In their 2001 book titled Battered Women and the Law, Clare Dalton and Elizabeth M. Schneider examine the history of domestic violence as both a legal and social problem.

They also interrogated the dynamics of abusive relationships and how the experience of abuse is shaped by the race, cultural identity, sexual orientation, economic status, and physical and mental health status of both abuser and abused.

With the escalating incidences of killings of women by men and our country’s evident failure to nip the scourge in the bud, we believe it is time we re-think measures to prevent further deaths.

The law, as good as it looks on paper, has so far failed to prevent the wave killings - of men killing their lovers or ex-lovers.

Last week, a man allegedly shot his girlfriend at Okahao, before putting the last bullet into his own head.

This is the umpteenth time the media reports these cases, just in this year alone, and even stiffer jail sentences against past offenders do not seem to have changed the general tendency towards such brutal reactions.

This tells us that the current interventions are not working at all. And, as a country, we cannot sit back and watch our mothers and sisters being killed by their ruthless lovers.

Something is got to be done, and done now. Although we cannot produce any statistics, it is our deeply-held conviction that such killings are actually on the increase as opposed to decreasing.

President Hifikepunye Pohamba has denounced such acts at almost every public function he addresses. The Ministry of Gender Equality and Child Welfare has rolled out aggressive campaigns against passion killing and domestic violence but that too has yielded little result.

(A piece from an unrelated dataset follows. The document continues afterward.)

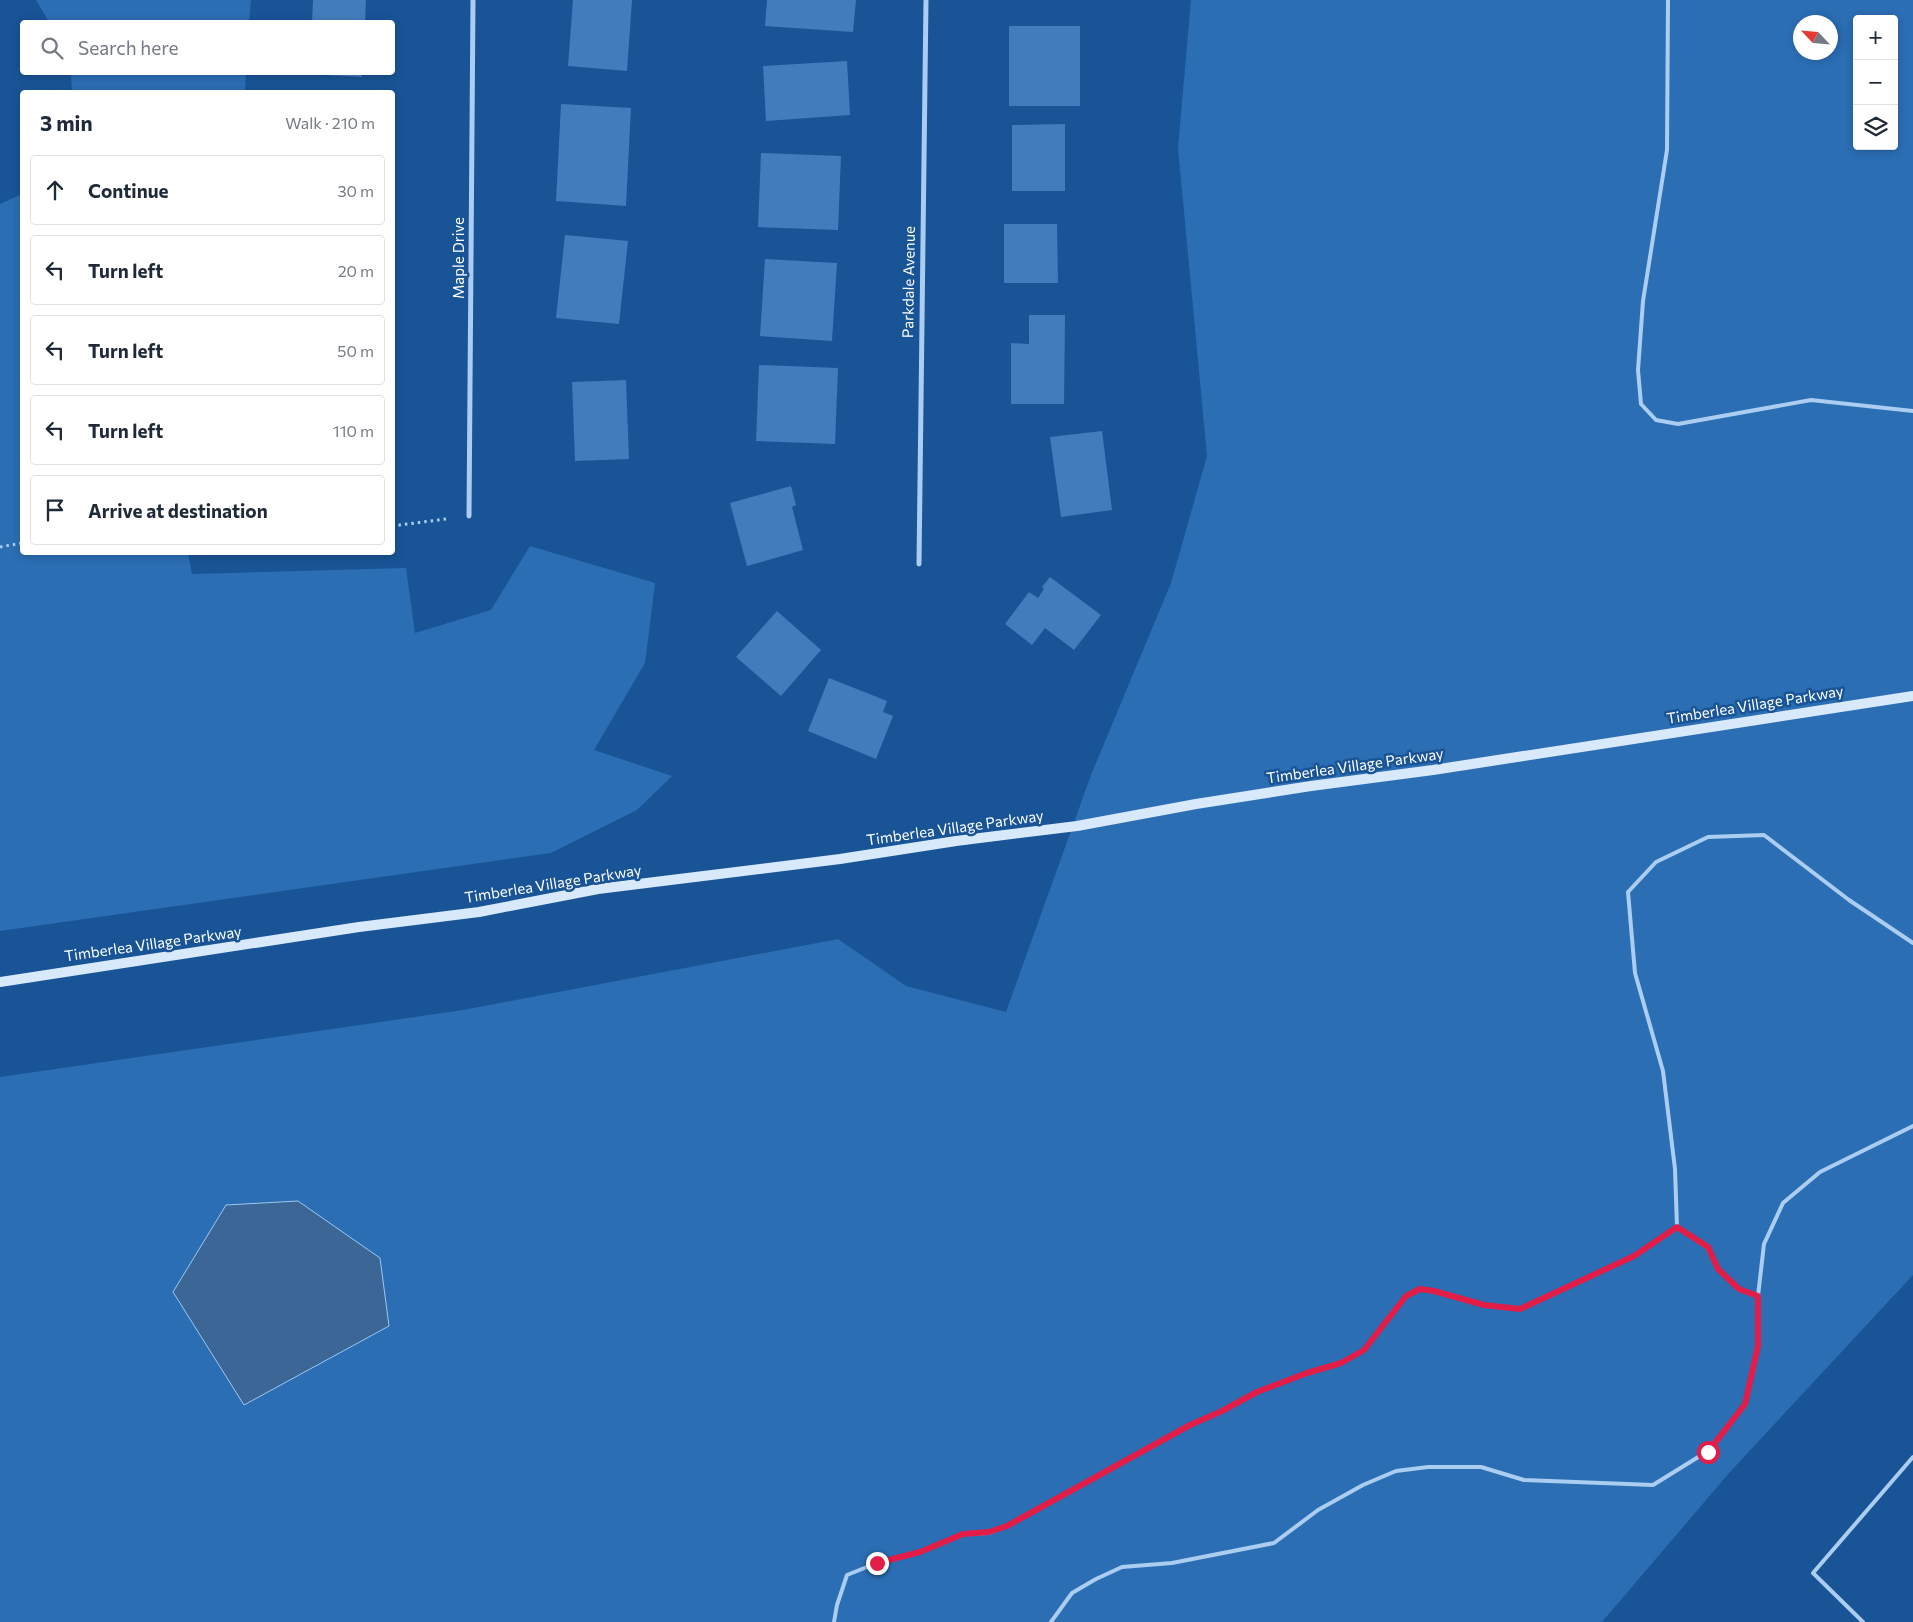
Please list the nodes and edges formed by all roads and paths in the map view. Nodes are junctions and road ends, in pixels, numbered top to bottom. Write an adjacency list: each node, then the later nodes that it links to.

With all these efforts failing, isn’t it time that the country comes up with a new strategy? What countries have the lowest incidents of domestic violence in the world and are those countries doing something right that we don’t?

No one deserves to be a victim of this brutality, and no one should be. This is not an obscure issue that we can sweep under the rug. We have no more time to waste when addressing domestic violence.

We are not big fans of Namibian-style national conferences most of which have been mere talk-shops, but we believe that a national conference to revamp the whole anti-domestic violence approach should be convened.